Tender Money Conversations
You may have found, like me, that your ability and desire to read anything except for the back of the cereal box has diminished significantly. That’s okay – the written word will still be ready for you when you’re ready for it.
I happened to be ready for it this month, and found some real gems I’d like to share, including:
- A guide from psychologist and executive coach, Dr. Moira Somers. She discusses having respectful, productive, and tender money conversations with those closest to us, especially now when they’re, like literally close to us, and tenderness takes extra effort.
- The fine distinction between a forecast and an expectation from Morgan Housel, and how it can help us get through a time when we really have no idea what will happen next.
- An analysis of how COVID19 is underscoring the already critical need for high-quality, affordable, and flexible childcare, planned for and treated like the essential service it is.
If that’s not enough, there’s a whole list of other reads to dig into (Nine! I counted!), including:
- The point/counterpoint of virtual museum tours you can take and
- Why they might not be as satisfying as you hope
- Lessons from the Barrie Tornado on structuring social assistance so those in need get actual help
- How journalism may be getting a little more comfortable reporting on evolving, provisional stories
- A reflection on how Warren Buffett (and the response to him) has changed
- An overview of provincial economic responses to COVID19
- Timely reminders that not every call has to be a Zoom call
- Uncertainty and humility should always go hand-in-hand when it comes to your investments (and life), and
- How the many big and small losses we’re all experiencing can teach us about what’s important when it’s time to plan for the future
From Dr. Moira Somers
Time spent with family while we practice physical distancing presents us with the opportunity to have tender money conversations.
“The end result of this financial stress is often an increase in conflict. With everyone feeling a little more ragged and tense than usual, it is all too easy to let loose with harsh pronouncements and critical commentaries. Researchers have been telling us for some time that marital conflicts about money have the potential to be especially damaging. Financial disagreements are associated with nastier fighting techniques and poorer relational outcomes. That’s why the tincture of tenderness is essential today.”
Read the full article here.
You can read this month’s entire list below, and browse through past lists here.
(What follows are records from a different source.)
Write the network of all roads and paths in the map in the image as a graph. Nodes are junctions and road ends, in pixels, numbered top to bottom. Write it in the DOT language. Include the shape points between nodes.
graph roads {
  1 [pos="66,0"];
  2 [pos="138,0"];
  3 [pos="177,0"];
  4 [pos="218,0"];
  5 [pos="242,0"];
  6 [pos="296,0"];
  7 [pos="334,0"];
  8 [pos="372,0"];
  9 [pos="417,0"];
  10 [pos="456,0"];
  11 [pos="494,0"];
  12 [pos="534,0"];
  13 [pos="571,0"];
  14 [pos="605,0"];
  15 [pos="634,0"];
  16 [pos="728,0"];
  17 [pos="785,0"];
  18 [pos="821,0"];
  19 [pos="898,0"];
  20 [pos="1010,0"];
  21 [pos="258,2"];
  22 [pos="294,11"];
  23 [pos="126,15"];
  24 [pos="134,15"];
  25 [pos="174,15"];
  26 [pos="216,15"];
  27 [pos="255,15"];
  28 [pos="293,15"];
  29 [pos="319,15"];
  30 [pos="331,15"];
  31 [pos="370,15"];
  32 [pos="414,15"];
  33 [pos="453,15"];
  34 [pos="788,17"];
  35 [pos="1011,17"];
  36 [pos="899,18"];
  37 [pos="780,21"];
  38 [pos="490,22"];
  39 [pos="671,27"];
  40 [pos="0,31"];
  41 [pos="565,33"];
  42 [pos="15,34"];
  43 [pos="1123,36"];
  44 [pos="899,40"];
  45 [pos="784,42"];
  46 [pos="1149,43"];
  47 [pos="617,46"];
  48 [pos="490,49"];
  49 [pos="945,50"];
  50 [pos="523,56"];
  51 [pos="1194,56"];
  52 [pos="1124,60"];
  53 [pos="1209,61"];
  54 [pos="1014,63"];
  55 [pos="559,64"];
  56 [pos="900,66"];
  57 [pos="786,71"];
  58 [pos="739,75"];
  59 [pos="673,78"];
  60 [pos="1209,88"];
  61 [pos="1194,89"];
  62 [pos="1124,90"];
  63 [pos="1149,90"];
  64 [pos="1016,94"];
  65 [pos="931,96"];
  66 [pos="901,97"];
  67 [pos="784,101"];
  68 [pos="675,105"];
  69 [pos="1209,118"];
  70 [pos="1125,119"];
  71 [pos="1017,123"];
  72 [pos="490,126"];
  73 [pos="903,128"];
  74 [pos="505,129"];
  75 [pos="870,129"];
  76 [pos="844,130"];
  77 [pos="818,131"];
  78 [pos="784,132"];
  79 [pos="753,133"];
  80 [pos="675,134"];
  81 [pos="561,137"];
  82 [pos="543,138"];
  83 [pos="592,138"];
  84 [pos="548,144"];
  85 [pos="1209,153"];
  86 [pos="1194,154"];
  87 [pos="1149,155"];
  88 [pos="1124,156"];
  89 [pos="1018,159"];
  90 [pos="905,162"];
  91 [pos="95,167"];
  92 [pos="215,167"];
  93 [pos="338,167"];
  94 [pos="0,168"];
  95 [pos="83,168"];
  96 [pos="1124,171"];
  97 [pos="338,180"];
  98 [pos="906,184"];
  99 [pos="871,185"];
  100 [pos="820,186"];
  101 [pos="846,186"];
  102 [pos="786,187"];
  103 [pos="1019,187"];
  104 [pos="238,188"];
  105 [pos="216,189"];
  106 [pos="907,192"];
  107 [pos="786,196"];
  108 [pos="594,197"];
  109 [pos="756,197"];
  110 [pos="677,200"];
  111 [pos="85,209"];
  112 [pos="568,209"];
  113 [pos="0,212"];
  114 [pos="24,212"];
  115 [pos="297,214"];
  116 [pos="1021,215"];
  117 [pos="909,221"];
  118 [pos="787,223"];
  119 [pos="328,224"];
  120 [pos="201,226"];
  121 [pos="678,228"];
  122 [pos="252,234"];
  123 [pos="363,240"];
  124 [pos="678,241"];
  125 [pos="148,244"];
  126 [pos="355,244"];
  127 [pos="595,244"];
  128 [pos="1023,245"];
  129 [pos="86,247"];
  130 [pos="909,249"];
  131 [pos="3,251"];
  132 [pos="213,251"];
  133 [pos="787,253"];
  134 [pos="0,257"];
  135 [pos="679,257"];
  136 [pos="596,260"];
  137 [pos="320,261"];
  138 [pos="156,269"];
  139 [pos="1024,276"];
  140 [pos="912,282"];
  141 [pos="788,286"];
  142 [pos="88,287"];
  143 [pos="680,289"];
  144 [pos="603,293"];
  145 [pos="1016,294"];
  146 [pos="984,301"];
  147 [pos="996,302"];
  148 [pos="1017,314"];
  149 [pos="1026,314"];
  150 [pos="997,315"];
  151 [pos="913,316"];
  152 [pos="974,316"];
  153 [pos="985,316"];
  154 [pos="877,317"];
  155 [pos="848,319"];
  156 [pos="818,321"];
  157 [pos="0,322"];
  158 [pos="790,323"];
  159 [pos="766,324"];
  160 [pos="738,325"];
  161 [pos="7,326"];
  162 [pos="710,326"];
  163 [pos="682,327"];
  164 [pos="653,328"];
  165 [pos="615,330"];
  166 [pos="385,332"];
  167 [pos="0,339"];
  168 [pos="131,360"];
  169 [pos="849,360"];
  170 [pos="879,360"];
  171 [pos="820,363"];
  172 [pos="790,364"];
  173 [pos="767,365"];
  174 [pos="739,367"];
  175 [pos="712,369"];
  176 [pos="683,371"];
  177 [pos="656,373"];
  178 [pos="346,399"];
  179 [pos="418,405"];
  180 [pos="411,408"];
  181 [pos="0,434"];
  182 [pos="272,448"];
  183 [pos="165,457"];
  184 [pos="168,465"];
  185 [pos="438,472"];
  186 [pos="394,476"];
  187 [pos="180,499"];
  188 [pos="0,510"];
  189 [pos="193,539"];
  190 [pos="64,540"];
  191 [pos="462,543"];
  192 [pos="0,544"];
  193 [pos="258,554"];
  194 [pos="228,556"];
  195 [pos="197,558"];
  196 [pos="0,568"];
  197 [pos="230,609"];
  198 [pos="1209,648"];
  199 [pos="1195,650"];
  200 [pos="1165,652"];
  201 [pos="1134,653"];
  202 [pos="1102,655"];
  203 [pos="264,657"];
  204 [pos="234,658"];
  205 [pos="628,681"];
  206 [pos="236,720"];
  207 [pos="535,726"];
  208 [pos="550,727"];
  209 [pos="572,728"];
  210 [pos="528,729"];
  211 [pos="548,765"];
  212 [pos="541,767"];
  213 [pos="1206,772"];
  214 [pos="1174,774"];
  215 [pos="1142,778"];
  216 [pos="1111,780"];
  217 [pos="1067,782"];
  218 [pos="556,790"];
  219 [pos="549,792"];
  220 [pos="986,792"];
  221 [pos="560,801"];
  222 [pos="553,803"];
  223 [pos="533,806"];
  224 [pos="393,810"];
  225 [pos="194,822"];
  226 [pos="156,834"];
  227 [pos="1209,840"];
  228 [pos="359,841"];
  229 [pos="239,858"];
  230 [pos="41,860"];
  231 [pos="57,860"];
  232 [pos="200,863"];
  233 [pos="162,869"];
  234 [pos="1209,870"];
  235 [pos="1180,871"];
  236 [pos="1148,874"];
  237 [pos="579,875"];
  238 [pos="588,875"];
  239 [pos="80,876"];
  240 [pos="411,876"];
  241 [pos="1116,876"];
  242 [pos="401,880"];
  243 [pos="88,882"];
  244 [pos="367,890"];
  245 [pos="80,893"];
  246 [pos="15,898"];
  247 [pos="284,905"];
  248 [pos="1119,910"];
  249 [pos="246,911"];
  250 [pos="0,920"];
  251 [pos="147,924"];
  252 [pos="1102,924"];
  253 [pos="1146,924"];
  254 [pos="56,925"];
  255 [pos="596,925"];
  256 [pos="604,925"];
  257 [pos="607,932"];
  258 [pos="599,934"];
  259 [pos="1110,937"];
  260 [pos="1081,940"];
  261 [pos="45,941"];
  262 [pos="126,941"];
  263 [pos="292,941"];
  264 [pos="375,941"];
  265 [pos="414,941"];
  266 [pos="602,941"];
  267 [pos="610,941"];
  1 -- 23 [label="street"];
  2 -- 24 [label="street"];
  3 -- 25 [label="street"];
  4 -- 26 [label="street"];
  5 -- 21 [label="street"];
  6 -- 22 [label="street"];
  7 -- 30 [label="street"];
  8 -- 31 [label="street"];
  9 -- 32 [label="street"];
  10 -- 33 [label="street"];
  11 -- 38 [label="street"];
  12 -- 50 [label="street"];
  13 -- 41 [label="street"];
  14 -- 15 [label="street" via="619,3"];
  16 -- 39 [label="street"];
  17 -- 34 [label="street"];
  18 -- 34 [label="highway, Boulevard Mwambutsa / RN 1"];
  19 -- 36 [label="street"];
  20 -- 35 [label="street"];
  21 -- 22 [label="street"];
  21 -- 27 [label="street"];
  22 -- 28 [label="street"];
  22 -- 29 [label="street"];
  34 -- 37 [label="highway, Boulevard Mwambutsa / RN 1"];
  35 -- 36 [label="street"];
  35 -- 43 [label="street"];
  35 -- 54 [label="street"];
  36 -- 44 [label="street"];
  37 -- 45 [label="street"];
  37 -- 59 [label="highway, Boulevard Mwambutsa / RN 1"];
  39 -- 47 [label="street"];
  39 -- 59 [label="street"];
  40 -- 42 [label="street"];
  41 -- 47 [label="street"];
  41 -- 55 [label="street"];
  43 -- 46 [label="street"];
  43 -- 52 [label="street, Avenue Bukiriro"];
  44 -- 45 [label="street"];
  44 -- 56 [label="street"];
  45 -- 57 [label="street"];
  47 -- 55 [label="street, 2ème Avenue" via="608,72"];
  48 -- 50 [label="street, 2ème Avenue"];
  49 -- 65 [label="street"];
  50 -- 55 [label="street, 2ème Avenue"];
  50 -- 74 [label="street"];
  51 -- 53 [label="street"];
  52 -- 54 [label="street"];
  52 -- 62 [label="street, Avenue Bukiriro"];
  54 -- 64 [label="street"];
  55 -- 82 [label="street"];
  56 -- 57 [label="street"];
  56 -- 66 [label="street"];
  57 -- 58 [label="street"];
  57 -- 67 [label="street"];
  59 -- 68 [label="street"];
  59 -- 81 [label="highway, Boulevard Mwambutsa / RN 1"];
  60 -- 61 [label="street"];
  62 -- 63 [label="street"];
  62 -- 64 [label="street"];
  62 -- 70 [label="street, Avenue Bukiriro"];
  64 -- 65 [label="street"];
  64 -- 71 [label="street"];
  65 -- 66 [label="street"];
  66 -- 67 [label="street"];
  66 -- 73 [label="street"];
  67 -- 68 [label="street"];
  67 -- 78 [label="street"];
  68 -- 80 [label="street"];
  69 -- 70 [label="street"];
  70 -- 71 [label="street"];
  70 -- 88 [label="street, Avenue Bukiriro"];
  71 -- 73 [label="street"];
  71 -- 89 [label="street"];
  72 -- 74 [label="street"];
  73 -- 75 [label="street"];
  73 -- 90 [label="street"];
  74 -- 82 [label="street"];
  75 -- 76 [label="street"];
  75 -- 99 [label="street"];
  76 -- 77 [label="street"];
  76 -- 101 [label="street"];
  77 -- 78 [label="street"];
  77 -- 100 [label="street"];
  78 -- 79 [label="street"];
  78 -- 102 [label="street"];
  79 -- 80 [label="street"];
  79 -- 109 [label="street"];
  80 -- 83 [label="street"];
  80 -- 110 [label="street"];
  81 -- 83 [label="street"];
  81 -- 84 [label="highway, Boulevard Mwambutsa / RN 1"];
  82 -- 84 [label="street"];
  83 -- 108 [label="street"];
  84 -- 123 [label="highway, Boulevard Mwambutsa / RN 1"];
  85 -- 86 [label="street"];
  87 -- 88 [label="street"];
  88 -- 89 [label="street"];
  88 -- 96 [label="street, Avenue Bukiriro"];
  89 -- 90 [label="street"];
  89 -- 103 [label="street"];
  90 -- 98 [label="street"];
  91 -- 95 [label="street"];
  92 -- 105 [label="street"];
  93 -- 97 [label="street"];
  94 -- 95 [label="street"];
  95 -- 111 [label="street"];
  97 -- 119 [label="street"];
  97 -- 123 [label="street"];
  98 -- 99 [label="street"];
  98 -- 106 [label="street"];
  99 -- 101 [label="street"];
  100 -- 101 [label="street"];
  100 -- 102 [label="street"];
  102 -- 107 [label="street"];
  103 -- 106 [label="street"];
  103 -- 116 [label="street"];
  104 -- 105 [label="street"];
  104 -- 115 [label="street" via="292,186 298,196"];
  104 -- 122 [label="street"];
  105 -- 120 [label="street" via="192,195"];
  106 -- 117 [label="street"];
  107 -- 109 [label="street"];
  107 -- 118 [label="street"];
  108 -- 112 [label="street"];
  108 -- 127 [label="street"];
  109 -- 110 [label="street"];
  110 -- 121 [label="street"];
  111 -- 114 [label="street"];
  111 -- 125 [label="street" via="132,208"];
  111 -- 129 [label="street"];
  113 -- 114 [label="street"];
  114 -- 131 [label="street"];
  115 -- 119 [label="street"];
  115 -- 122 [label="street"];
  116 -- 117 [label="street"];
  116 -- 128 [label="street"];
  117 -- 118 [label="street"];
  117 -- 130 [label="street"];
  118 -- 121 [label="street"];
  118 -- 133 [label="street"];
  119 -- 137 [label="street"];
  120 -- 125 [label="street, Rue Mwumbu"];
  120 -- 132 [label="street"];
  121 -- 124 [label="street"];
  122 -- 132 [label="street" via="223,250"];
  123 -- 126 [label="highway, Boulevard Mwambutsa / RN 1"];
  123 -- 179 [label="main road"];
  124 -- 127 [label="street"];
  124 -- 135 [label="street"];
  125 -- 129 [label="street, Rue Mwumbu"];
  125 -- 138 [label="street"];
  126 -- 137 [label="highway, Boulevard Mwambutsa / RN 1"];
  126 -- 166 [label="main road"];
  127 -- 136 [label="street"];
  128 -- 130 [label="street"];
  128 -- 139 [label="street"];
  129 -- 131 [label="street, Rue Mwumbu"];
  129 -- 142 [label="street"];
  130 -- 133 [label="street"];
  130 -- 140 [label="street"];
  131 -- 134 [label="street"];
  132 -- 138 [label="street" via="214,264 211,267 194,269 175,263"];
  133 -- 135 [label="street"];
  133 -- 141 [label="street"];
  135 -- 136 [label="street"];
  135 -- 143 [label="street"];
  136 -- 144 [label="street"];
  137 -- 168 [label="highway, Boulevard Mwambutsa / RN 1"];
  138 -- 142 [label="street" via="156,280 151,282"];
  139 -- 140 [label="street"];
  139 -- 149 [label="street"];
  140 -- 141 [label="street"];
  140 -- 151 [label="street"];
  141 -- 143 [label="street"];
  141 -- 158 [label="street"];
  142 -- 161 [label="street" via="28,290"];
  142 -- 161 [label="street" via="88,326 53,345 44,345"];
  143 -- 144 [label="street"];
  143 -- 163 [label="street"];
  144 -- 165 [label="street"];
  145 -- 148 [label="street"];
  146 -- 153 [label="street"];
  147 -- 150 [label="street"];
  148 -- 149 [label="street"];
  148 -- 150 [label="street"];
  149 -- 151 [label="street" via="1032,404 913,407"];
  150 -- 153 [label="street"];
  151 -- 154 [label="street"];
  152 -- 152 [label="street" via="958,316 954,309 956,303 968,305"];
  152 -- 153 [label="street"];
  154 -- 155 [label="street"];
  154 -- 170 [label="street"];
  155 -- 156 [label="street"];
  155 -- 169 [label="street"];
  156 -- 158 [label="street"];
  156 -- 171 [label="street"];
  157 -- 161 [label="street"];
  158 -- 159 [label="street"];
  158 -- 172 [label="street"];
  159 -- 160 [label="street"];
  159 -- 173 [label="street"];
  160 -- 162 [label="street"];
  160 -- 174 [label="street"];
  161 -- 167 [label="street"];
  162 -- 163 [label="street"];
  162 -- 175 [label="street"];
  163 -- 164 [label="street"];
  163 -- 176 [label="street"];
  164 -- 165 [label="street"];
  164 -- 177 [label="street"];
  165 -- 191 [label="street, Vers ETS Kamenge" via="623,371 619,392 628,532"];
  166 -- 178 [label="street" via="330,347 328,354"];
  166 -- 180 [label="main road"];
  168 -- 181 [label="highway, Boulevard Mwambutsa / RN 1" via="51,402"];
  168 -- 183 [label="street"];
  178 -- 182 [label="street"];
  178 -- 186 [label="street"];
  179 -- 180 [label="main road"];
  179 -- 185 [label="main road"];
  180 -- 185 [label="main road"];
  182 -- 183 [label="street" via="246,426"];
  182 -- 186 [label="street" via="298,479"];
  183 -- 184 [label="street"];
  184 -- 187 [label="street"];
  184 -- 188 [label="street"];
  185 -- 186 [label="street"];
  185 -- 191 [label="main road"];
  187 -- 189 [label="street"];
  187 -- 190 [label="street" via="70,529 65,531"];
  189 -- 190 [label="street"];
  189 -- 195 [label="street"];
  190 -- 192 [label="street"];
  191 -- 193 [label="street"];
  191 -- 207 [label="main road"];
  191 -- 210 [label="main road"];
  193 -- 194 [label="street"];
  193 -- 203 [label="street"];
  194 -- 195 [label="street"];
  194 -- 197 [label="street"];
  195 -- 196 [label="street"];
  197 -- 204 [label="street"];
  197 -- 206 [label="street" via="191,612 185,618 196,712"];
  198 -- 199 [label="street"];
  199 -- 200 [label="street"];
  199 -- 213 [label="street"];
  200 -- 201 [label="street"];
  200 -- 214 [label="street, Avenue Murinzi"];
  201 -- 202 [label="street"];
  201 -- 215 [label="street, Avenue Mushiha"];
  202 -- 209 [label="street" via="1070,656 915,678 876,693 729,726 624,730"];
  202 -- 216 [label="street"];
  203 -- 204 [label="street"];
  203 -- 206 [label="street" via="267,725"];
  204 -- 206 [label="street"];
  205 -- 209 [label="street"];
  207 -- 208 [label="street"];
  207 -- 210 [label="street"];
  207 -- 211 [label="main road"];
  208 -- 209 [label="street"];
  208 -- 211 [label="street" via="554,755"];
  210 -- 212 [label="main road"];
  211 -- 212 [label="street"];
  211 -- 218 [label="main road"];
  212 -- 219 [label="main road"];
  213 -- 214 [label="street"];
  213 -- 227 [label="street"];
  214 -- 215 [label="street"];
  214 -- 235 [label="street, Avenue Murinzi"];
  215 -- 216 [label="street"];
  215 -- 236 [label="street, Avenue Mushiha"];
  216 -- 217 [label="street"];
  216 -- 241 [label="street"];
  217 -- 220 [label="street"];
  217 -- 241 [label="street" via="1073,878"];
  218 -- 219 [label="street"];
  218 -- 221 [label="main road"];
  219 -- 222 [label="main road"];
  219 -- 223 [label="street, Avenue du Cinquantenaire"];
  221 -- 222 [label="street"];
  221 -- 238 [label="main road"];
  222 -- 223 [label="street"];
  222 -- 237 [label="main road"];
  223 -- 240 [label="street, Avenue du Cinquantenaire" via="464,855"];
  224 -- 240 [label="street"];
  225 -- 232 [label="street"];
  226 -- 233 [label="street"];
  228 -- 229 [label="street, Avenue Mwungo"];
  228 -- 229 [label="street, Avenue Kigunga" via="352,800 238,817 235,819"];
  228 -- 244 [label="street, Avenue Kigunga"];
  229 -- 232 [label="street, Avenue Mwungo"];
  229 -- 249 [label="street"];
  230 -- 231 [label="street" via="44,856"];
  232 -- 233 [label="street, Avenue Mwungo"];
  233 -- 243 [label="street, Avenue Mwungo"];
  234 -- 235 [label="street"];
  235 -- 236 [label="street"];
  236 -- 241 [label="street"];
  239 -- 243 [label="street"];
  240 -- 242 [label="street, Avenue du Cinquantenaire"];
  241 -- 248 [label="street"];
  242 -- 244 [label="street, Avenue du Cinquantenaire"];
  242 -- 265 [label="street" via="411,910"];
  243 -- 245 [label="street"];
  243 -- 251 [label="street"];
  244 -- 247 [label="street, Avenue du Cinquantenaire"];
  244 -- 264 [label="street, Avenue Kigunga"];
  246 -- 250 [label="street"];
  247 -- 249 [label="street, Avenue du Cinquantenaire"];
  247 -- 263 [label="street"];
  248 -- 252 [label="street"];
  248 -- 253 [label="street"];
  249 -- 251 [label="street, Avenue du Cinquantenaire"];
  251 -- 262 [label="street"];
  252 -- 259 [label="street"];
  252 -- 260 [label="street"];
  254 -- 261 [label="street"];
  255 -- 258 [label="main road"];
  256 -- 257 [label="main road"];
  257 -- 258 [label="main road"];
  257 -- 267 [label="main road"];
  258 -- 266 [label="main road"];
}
“If there are many uncertain variables swirling around, your job is to ensure that your plan can still work even if those variables don’t play out as you’re expecting them to.”
“If, by this point, daily visits to Puerto Backyarda and New Kitchen are feeling repetitive, take comfort that there are ways to escape, at least virtually, with famous tourist sites offering online visits—almost all of them, free.”
“Beyond whatever technical issues there are, fundamentally, these activities aren’t satisfying because they’re based in a denial of the present moment.”
“Journalists pursue facts and their readers rely on accuracy, which are smaller, related concepts that are easier to measure.”
“I would have given anything to have been able to change the property compensation model we were handed by the government. Poor people lose little property but do lose access to programs. Rich people lose property and don’t qualify for programs that disallow wealth. Those two simple facts mean that compensation programs must always adjust their designs to meet need in order to work well.”
“Berkshire Hathaway as a quasi-religious institution for capitalists just fading away like this…it’s so anti-climactic. Unsettling.”
“This post looks at provincial/territorial economic responses on top of the federal supports (although the response in the territories has been fairly limited). What follows is not intended to be a comprehensive inventory of all provincial measures, but it highlights the major initiatives and key differences across provinces.”
“Our thought bubble: Not everything needs to be a Zoom meeting. Phone calls still work fine too.
“The bottom line: Once you tire of certain things, it means that you are tired of life.
“Samuel Johnson famously said that about London. No one has ever said it about videoconferencing.”
“Investing doesn’t need to be overly complex in order to meet your identified financial planning goals. In fact, your investments should be boring; it is your life that should be interesting.”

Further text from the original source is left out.